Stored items
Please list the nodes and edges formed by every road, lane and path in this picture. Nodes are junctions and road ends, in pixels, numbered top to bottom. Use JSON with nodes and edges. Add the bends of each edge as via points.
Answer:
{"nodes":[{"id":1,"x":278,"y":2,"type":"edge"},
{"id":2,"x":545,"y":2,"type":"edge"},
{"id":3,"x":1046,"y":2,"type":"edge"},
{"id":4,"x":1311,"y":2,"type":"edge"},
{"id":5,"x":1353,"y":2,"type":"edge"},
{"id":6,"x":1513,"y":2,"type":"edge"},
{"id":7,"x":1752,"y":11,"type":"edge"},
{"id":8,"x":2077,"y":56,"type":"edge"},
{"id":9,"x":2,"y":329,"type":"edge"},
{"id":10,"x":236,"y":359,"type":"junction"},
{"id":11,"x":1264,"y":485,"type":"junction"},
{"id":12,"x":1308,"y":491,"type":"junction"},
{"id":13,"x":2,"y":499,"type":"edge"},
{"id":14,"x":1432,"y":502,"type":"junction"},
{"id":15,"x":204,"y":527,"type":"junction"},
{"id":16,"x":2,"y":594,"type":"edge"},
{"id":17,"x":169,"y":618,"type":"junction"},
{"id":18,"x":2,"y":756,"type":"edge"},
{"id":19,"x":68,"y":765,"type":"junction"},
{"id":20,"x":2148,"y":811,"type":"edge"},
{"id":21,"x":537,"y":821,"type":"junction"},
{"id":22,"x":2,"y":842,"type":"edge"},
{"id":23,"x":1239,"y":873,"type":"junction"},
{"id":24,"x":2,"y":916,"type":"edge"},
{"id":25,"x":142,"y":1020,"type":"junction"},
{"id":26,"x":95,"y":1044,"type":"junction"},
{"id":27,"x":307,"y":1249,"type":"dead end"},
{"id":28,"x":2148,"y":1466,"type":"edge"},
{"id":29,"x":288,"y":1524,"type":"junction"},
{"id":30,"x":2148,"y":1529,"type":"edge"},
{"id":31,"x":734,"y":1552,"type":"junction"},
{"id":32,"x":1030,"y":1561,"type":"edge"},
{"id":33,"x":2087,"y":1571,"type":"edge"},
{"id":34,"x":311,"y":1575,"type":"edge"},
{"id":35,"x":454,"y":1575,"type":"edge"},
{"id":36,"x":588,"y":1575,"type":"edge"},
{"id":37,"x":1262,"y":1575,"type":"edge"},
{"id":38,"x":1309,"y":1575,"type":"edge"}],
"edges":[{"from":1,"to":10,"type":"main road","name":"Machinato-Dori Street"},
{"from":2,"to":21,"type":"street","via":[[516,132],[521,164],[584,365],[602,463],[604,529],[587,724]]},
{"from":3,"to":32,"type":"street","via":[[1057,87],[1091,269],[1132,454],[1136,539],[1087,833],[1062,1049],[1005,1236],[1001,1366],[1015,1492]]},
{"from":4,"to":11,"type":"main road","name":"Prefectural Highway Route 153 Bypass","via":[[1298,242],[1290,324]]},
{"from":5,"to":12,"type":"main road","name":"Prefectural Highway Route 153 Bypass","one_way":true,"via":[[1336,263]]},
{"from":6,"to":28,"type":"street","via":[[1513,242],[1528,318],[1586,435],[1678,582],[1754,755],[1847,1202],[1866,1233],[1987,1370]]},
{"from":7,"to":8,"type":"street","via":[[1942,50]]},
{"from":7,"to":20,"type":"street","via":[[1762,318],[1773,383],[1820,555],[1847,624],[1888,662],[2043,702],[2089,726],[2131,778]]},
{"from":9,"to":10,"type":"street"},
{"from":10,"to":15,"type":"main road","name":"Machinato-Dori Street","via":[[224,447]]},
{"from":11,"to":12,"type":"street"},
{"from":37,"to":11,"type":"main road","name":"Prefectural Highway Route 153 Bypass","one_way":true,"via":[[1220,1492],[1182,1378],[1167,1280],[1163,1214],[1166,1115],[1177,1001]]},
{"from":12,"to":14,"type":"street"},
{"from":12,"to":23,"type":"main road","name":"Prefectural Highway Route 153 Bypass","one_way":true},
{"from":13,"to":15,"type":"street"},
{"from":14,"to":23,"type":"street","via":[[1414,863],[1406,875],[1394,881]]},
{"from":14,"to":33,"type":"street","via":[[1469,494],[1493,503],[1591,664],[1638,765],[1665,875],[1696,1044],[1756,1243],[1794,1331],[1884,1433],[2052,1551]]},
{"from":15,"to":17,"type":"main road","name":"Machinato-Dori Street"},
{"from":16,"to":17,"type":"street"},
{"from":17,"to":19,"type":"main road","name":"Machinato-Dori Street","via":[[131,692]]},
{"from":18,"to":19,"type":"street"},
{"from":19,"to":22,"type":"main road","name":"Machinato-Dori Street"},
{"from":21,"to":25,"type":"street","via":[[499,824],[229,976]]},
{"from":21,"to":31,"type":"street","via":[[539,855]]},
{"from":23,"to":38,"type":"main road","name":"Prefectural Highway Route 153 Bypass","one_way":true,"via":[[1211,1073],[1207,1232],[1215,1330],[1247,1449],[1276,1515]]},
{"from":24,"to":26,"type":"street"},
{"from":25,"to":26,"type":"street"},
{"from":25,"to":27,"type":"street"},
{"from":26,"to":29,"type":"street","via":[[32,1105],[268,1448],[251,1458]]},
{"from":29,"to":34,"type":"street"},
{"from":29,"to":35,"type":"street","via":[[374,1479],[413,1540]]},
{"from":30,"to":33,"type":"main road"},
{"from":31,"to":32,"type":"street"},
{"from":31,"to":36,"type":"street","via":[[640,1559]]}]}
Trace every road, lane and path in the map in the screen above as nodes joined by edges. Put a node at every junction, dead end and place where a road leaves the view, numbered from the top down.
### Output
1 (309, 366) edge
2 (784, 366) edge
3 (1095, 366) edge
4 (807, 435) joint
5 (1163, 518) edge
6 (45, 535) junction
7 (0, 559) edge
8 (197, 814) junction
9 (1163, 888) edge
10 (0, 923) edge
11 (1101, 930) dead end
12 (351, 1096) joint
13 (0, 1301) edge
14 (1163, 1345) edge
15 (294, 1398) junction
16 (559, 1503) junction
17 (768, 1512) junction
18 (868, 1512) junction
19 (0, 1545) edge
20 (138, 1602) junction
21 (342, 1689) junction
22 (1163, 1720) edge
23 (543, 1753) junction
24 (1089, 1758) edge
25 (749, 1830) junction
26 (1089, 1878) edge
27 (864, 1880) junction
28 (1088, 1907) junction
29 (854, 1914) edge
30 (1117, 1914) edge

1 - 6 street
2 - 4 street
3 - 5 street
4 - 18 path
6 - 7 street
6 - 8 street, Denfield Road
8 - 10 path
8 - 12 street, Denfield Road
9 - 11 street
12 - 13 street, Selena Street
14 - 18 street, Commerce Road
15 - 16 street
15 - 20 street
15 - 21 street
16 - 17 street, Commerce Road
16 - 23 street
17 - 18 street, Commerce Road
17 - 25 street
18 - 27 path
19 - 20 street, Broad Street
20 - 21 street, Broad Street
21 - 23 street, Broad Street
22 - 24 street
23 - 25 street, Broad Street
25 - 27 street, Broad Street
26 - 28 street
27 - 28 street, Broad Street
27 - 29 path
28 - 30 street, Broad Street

▶ [What needs to be done]:
Every record must appear in the answer exactly as it does above.

▶ [Exercise solution]:
Please list the nodes and edges formed by every road, lane and path in this picture. Nodes are junctions and road ends, in pixels, numbered top to bottom. Use JSON with nodes and edges. Add the bends of each edge as via points.
Answer:
{"nodes":[{"id":1,"x":278,"y":2,"type":"edge"},
{"id":2,"x":545,"y":2,"type":"edge"},
{"id":3,"x":1046,"y":2,"type":"edge"},
{"id":4,"x":1311,"y":2,"type":"edge"},
{"id":5,"x":1353,"y":2,"type":"edge"},
{"id":6,"x":1513,"y":2,"type":"edge"},
{"id":7,"x":1752,"y":11,"type":"edge"},
{"id":8,"x":2077,"y":56,"type":"edge"},
{"id":9,"x":2,"y":329,"type":"edge"},
{"id":10,"x":236,"y":359,"type":"junction"},
{"id":11,"x":1264,"y":485,"type":"junction"},
{"id":12,"x":1308,"y":491,"type":"junction"},
{"id":13,"x":2,"y":499,"type":"edge"},
{"id":14,"x":1432,"y":502,"type":"junction"},
{"id":15,"x":204,"y":527,"type":"junction"},
{"id":16,"x":2,"y":594,"type":"edge"},
{"id":17,"x":169,"y":618,"type":"junction"},
{"id":18,"x":2,"y":756,"type":"edge"},
{"id":19,"x":68,"y":765,"type":"junction"},
{"id":20,"x":2148,"y":811,"type":"edge"},
{"id":21,"x":537,"y":821,"type":"junction"},
{"id":22,"x":2,"y":842,"type":"edge"},
{"id":23,"x":1239,"y":873,"type":"junction"},
{"id":24,"x":2,"y":916,"type":"edge"},
{"id":25,"x":142,"y":1020,"type":"junction"},
{"id":26,"x":95,"y":1044,"type":"junction"},
{"id":27,"x":307,"y":1249,"type":"dead end"},
{"id":28,"x":2148,"y":1466,"type":"edge"},
{"id":29,"x":288,"y":1524,"type":"junction"},
{"id":30,"x":2148,"y":1529,"type":"edge"},
{"id":31,"x":734,"y":1552,"type":"junction"},
{"id":32,"x":1030,"y":1561,"type":"edge"},
{"id":33,"x":2087,"y":1571,"type":"edge"},
{"id":34,"x":311,"y":1575,"type":"edge"},
{"id":35,"x":454,"y":1575,"type":"edge"},
{"id":36,"x":588,"y":1575,"type":"edge"},
{"id":37,"x":1262,"y":1575,"type":"edge"},
{"id":38,"x":1309,"y":1575,"type":"edge"}],
"edges":[{"from":1,"to":10,"type":"main road","name":"Machinato-Dori Street"},
{"from":2,"to":21,"type":"street","via":[[516,132],[521,164],[584,365],[602,463],[604,529],[587,724]]},
{"from":3,"to":32,"type":"street","via":[[1057,87],[1091,269],[1132,454],[1136,539],[1087,833],[1062,1049],[1005,1236],[1001,1366],[1015,1492]]},
{"from":4,"to":11,"type":"main road","name":"Prefectural Highway Route 153 Bypass","via":[[1298,242],[1290,324]]},
{"from":5,"to":12,"type":"main road","name":"Prefectural Highway Route 153 Bypass","one_way":true,"via":[[1336,263]]},
{"from":6,"to":28,"type":"street","via":[[1513,242],[1528,318],[1586,435],[1678,582],[1754,755],[1847,1202],[1866,1233],[1987,1370]]},
{"from":7,"to":8,"type":"street","via":[[1942,50]]},
{"from":7,"to":20,"type":"street","via":[[1762,318],[1773,383],[1820,555],[1847,624],[1888,662],[2043,702],[2089,726],[2131,778]]},
{"from":9,"to":10,"type":"street"},
{"from":10,"to":15,"type":"main road","name":"Machinato-Dori Street","via":[[224,447]]},
{"from":11,"to":12,"type":"street"},
{"from":37,"to":11,"type":"main road","name":"Prefectural Highway Route 153 Bypass","one_way":true,"via":[[1220,1492],[1182,1378],[1167,1280],[1163,1214],[1166,1115],[1177,1001]]},
{"from":12,"to":14,"type":"street"},
{"from":12,"to":23,"type":"main road","name":"Prefectural Highway Route 153 Bypass","one_way":true},
{"from":13,"to":15,"type":"street"},
{"from":14,"to":23,"type":"street","via":[[1414,863],[1406,875],[1394,881]]},
{"from":14,"to":33,"type":"street","via":[[1469,494],[1493,503],[1591,664],[1638,765],[1665,875],[1696,1044],[1756,1243],[1794,1331],[1884,1433],[2052,1551]]},
{"from":15,"to":17,"type":"main road","name":"Machinato-Dori Street"},
{"from":16,"to":17,"type":"street"},
{"from":17,"to":19,"type":"main road","name":"Machinato-Dori Street","via":[[131,692]]},
{"from":18,"to":19,"type":"street"},
{"from":19,"to":22,"type":"main road","name":"Machinato-Dori Street"},
{"from":21,"to":25,"type":"street","via":[[499,824],[229,976]]},
{"from":21,"to":31,"type":"street","via":[[539,855]]},
{"from":23,"to":38,"type":"main road","name":"Prefectural Highway Route 153 Bypass","one_way":true,"via":[[1211,1073],[1207,1232],[1215,1330],[1247,1449],[1276,1515]]},
{"from":24,"to":26,"type":"street"},
{"from":25,"to":26,"type":"street"},
{"from":25,"to":27,"type":"street"},
{"from":26,"to":29,"type":"street","via":[[32,1105],[268,1448],[251,1458]]},
{"from":29,"to":34,"type":"street"},
{"from":29,"to":35,"type":"street","via":[[374,1479],[413,1540]]},
{"from":30,"to":33,"type":"main road"},
{"from":31,"to":32,"type":"street"},
{"from":31,"to":36,"type":"street","via":[[640,1559]]}]}
Trace every road, lane and path in the map in the screen above as nodes joined by edges. Put a node at every junction, dead end and place where a road leaves the view, numbered from the top down.
### Output
1 (309, 366) edge
2 (784, 366) edge
3 (1095, 366) edge
4 (807, 435) joint
5 (1163, 518) edge
6 (45, 535) junction
7 (0, 559) edge
8 (197, 814) junction
9 (1163, 888) edge
10 (0, 923) edge
11 (1101, 930) dead end
12 (351, 1096) joint
13 (0, 1301) edge
14 (1163, 1345) edge
15 (294, 1398) junction
16 (559, 1503) junction
17 (768, 1512) junction
18 (868, 1512) junction
19 (0, 1545) edge
20 (138, 1602) junction
21 (342, 1689) junction
22 (1163, 1720) edge
23 (543, 1753) junction
24 (1089, 1758) edge
25 (749, 1830) junction
26 (1089, 1878) edge
27 (864, 1880) junction
28 (1088, 1907) junction
29 (854, 1914) edge
30 (1117, 1914) edge

1 - 6 street
2 - 4 street
3 - 5 street
4 - 18 path
6 - 7 street
6 - 8 street, Denfield Road
8 - 10 path
8 - 12 street, Denfield Road
9 - 11 street
12 - 13 street, Selena Street
14 - 18 street, Commerce Road
15 - 16 street
15 - 20 street
15 - 21 street
16 - 17 street, Commerce Road
16 - 23 street
17 - 18 street, Commerce Road
17 - 25 street
18 - 27 path
19 - 20 street, Broad Street
20 - 21 street, Broad Street
21 - 23 street, Broad Street
22 - 24 street
23 - 25 street, Broad Street
25 - 27 street, Broad Street
26 - 28 street
27 - 28 street, Broad Street
27 - 29 path
28 - 30 street, Broad Street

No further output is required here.